• **EXERCISE DESCRIPTION**
Each line below from the one containing "import math" through the one containing "cr.show_text(ch)" should be output exactly as it stands, and no other line should appear.

[Start of section]

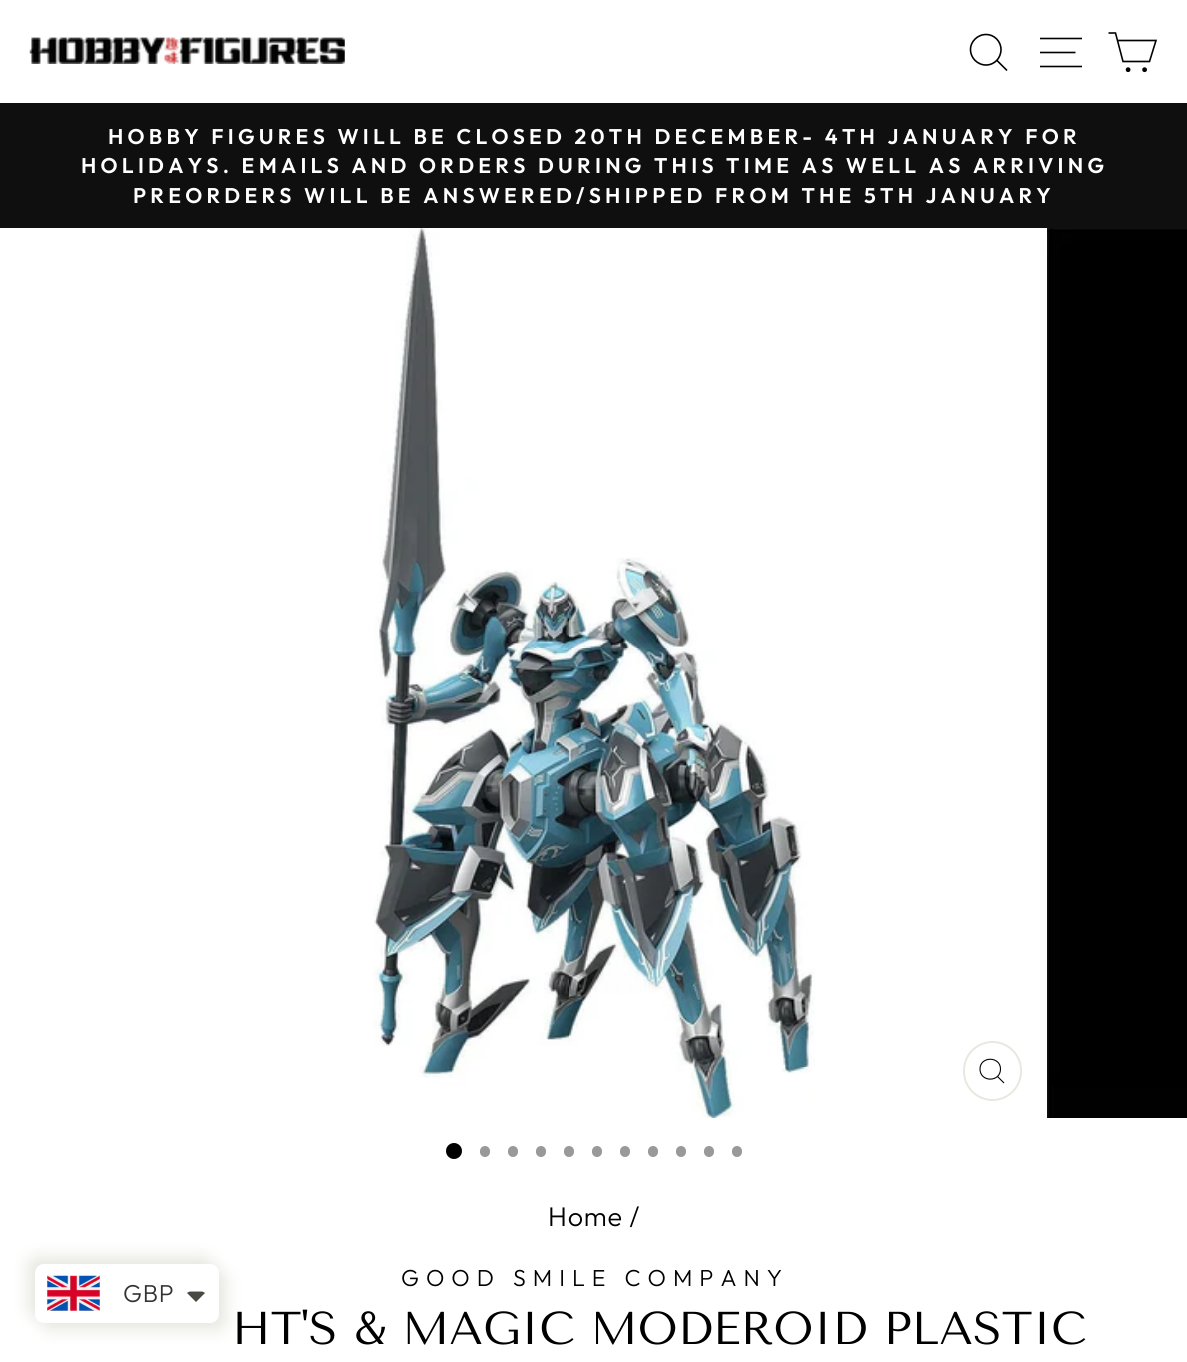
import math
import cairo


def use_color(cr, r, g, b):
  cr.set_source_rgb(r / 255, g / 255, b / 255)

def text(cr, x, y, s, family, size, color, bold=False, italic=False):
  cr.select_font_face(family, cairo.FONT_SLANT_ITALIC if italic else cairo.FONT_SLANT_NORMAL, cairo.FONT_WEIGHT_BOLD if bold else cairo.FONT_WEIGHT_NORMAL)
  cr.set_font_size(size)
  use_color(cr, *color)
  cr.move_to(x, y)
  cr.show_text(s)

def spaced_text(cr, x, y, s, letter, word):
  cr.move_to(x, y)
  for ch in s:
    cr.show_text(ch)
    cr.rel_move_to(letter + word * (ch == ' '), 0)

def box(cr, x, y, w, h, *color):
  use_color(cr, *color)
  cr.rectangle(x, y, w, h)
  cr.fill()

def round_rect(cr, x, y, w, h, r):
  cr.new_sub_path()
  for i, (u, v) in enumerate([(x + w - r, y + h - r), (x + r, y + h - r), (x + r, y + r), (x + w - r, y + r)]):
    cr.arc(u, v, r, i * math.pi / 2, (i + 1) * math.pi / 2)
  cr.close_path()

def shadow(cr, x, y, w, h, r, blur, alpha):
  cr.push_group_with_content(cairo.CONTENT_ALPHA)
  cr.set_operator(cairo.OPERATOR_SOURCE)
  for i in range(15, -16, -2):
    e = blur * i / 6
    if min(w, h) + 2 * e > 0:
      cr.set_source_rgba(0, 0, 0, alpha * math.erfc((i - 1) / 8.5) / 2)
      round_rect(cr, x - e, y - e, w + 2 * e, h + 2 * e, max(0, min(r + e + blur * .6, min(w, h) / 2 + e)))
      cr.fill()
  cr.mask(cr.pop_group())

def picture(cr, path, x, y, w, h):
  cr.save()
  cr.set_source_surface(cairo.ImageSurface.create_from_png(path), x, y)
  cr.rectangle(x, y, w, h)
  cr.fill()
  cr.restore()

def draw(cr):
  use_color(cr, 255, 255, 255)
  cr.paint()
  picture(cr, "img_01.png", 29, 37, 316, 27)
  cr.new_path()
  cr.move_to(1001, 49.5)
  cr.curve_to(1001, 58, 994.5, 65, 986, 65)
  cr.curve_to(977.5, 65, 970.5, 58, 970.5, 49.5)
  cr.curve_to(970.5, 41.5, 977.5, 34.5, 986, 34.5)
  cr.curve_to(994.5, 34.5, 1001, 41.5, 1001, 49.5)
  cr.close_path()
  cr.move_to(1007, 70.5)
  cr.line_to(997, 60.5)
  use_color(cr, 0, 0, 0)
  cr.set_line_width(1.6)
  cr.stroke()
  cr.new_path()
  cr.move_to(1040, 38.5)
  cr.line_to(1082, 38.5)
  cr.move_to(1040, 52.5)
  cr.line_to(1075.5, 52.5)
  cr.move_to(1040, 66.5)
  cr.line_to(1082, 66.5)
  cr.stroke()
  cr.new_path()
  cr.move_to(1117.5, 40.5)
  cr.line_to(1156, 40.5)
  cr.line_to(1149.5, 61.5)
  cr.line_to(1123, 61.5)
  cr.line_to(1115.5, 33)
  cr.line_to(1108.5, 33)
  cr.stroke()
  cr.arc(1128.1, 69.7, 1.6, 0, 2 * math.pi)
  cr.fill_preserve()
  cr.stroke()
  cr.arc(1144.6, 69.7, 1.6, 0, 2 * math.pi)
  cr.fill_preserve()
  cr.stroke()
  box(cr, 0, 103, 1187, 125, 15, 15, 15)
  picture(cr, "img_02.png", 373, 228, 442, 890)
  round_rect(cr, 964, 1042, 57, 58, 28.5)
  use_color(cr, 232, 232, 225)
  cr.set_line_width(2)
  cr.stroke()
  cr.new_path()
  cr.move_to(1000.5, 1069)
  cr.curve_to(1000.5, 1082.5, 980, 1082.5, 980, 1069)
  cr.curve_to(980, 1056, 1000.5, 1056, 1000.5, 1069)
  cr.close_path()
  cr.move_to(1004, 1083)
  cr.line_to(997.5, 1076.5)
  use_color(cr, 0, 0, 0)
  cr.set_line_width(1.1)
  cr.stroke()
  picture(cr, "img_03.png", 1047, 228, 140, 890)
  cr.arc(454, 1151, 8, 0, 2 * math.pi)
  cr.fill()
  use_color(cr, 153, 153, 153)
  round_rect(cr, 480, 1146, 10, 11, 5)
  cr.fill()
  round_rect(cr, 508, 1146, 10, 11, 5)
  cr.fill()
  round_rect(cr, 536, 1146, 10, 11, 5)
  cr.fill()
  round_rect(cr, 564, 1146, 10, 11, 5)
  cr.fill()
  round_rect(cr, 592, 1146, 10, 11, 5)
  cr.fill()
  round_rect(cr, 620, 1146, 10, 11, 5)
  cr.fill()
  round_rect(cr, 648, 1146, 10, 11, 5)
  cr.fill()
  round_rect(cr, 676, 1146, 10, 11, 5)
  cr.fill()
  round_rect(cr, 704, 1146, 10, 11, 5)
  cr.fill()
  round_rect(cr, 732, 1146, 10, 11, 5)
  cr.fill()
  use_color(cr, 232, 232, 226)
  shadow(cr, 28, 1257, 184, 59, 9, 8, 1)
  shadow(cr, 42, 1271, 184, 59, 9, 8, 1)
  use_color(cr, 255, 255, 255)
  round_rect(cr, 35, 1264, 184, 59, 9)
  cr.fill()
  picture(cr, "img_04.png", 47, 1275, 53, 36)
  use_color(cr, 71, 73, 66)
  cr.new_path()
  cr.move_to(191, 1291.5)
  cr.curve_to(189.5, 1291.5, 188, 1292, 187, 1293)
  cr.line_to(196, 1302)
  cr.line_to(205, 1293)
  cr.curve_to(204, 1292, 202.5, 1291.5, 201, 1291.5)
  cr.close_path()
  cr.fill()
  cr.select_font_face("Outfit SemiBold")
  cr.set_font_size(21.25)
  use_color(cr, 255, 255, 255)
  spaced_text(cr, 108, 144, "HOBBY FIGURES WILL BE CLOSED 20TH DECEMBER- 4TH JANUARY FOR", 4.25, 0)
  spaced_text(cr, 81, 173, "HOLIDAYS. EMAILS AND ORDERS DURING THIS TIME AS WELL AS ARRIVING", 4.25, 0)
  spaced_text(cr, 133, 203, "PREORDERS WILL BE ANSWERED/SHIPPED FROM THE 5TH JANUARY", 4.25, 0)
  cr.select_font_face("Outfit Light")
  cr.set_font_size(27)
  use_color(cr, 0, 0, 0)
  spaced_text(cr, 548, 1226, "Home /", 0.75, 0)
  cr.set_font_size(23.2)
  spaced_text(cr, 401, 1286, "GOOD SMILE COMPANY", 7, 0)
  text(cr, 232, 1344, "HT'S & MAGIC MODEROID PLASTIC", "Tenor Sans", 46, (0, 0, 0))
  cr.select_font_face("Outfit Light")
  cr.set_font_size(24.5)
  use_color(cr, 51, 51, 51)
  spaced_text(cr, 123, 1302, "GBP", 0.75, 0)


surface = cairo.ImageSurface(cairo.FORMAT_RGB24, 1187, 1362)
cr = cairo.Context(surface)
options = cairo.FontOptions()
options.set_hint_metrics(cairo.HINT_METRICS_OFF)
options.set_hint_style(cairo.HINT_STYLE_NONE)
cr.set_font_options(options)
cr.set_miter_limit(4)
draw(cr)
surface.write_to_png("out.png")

[End of section]
[Start of section]

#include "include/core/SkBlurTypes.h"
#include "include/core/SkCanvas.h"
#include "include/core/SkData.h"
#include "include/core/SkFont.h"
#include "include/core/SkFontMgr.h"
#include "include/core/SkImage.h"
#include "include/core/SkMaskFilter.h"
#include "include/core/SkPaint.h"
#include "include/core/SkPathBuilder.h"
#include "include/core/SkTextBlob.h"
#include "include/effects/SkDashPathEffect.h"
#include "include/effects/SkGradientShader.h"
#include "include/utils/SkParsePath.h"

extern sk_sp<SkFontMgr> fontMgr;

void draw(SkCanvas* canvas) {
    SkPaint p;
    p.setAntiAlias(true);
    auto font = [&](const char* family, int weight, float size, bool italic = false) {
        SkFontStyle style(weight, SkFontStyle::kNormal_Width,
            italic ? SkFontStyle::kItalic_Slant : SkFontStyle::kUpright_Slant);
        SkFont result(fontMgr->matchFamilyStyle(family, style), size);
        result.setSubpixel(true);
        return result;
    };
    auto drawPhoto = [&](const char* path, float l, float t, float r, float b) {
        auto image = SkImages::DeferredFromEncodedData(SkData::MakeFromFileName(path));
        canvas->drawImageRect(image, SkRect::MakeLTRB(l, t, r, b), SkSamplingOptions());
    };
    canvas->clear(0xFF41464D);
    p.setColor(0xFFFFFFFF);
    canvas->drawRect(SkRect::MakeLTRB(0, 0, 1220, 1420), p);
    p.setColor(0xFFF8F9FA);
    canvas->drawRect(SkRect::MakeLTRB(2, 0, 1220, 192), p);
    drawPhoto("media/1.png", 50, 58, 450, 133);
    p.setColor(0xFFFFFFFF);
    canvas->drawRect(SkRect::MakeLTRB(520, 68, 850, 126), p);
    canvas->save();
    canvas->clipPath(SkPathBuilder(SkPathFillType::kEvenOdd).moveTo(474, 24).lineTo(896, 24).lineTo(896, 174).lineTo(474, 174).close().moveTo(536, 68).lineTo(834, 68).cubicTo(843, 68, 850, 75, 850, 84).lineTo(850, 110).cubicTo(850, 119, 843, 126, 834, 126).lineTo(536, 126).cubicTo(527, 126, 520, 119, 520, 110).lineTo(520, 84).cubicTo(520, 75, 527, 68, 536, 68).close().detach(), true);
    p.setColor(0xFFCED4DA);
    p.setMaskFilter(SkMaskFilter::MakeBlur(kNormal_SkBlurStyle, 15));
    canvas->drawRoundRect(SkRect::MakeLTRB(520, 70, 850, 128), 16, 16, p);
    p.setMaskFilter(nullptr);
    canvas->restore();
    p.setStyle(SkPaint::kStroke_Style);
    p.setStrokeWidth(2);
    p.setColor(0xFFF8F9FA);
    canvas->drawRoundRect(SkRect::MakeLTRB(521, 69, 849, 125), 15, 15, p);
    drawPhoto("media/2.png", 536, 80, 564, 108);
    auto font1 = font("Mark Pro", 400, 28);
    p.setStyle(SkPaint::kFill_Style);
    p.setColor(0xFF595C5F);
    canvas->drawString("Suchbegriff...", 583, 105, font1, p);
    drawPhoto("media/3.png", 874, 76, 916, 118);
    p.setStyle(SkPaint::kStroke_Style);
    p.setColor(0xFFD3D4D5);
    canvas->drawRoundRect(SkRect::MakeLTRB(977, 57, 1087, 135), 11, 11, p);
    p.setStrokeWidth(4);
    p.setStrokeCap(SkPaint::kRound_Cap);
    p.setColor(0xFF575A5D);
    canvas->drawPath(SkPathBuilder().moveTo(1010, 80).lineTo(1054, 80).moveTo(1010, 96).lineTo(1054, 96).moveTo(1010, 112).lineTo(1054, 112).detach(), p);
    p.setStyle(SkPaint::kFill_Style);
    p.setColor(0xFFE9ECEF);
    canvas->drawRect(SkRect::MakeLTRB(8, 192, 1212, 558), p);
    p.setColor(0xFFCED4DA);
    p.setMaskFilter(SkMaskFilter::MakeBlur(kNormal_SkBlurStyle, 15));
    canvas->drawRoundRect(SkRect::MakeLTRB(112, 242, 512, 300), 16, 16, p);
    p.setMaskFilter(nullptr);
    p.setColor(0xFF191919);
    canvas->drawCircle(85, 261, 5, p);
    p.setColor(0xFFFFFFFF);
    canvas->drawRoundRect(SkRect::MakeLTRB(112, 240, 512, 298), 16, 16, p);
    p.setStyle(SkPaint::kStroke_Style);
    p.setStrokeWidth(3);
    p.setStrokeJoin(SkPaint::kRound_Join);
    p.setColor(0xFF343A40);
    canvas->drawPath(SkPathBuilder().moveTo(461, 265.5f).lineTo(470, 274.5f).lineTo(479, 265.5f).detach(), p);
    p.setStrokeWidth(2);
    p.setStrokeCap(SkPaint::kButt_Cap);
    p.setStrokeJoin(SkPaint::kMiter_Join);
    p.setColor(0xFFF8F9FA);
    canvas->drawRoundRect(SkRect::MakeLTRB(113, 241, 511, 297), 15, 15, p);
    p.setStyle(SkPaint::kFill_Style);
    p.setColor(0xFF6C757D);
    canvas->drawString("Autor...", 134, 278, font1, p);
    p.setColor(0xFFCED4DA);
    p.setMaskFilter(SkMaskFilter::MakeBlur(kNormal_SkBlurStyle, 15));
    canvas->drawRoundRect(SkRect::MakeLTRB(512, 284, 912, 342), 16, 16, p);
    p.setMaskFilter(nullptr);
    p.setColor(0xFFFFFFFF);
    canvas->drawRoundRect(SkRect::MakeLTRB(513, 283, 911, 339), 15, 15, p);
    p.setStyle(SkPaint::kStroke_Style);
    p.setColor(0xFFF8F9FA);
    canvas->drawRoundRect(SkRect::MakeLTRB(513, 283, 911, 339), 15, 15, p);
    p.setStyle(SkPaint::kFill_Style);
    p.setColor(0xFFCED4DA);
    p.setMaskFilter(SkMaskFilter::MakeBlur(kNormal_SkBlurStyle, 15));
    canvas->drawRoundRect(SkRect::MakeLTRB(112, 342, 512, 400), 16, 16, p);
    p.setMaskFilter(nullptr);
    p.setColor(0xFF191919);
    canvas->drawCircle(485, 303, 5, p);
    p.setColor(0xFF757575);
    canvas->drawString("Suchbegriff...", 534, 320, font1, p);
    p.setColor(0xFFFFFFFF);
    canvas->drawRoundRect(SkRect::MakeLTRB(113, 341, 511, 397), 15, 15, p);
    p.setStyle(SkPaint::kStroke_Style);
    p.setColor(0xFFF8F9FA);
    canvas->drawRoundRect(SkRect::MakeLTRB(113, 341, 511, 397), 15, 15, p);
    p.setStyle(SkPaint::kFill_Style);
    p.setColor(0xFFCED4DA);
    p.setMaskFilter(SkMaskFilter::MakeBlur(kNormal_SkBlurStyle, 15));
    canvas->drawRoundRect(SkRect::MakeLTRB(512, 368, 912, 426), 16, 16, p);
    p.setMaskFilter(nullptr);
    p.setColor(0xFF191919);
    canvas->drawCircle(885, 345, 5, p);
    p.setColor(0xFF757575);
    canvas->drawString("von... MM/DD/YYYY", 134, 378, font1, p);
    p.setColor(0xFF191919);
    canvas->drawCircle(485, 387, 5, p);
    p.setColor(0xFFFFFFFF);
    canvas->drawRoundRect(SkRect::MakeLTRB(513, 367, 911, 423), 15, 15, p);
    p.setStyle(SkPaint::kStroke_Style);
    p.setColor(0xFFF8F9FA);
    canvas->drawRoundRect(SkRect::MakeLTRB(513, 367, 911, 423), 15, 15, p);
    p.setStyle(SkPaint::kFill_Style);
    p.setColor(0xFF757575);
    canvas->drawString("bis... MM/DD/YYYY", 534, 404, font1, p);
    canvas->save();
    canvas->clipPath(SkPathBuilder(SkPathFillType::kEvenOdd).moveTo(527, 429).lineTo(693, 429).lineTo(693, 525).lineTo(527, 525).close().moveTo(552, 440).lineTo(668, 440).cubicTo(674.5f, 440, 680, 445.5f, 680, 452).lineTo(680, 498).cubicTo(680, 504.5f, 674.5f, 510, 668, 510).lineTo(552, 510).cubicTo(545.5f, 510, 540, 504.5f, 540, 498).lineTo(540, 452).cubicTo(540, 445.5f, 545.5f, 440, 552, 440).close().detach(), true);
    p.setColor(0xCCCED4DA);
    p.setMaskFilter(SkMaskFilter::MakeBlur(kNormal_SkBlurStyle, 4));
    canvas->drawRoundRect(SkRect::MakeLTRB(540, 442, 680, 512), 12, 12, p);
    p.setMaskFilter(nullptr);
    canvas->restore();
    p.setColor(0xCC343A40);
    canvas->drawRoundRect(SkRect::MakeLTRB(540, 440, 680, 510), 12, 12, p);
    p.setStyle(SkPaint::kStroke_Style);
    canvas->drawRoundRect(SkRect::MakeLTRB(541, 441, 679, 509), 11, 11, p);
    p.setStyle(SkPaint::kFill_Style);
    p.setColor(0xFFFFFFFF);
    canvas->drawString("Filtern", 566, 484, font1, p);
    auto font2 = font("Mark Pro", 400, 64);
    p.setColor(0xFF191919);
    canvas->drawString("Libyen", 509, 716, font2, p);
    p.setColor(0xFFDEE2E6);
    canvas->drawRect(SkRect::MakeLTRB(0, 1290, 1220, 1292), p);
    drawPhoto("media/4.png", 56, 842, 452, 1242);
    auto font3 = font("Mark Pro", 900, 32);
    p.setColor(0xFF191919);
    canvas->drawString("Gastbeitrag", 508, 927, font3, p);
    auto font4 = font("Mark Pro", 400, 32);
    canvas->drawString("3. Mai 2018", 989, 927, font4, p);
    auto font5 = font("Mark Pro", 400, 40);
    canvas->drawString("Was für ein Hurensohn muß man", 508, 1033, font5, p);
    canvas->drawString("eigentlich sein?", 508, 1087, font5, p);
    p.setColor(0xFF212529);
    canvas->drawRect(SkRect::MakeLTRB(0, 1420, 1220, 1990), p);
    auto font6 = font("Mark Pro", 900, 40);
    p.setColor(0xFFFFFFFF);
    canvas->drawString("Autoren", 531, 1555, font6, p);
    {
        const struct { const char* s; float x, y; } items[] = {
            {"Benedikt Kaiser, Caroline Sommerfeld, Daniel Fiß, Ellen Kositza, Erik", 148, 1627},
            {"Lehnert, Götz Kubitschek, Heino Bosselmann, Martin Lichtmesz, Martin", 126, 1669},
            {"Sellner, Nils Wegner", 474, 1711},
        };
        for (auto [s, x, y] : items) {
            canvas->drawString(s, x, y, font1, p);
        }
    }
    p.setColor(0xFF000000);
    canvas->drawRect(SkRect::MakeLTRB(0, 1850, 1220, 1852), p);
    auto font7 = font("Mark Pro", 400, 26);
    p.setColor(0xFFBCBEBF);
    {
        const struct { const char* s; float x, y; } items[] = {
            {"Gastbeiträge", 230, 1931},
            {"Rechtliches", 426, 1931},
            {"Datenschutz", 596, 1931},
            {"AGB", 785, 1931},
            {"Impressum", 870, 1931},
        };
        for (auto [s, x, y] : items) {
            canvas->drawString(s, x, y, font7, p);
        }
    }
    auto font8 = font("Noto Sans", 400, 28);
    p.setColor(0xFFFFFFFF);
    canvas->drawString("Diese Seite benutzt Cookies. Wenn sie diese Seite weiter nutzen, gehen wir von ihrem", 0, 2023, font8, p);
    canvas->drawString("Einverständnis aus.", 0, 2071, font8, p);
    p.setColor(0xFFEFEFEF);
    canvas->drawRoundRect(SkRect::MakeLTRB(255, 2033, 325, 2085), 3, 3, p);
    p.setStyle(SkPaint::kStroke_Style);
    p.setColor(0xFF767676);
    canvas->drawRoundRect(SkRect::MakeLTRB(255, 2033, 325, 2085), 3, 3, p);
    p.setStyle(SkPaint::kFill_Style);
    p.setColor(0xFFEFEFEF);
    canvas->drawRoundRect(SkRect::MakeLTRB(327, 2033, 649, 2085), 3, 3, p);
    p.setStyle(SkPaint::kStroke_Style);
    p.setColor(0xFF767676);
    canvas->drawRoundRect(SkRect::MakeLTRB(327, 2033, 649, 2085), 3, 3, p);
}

[End of section]

• **TASK OUTPUT**
import math
import cairo


def use_color(cr, r, g, b):
  cr.set_source_rgb(r / 255, g / 255, b / 255)

def text(cr, x, y, s, family, size, color, bold=False, italic=False):
  cr.select_font_face(family, cairo.FONT_SLANT_ITALIC if italic else cairo.FONT_SLANT_NORMAL, cairo.FONT_WEIGHT_BOLD if bold else cairo.FONT_WEIGHT_NORMAL)
  cr.set_font_size(size)
  use_color(cr, *color)
  cr.move_to(x, y)
  cr.show_text(s)

def spaced_text(cr, x, y, s, letter, word):
  cr.move_to(x, y)
  for ch in s:
    cr.show_text(ch)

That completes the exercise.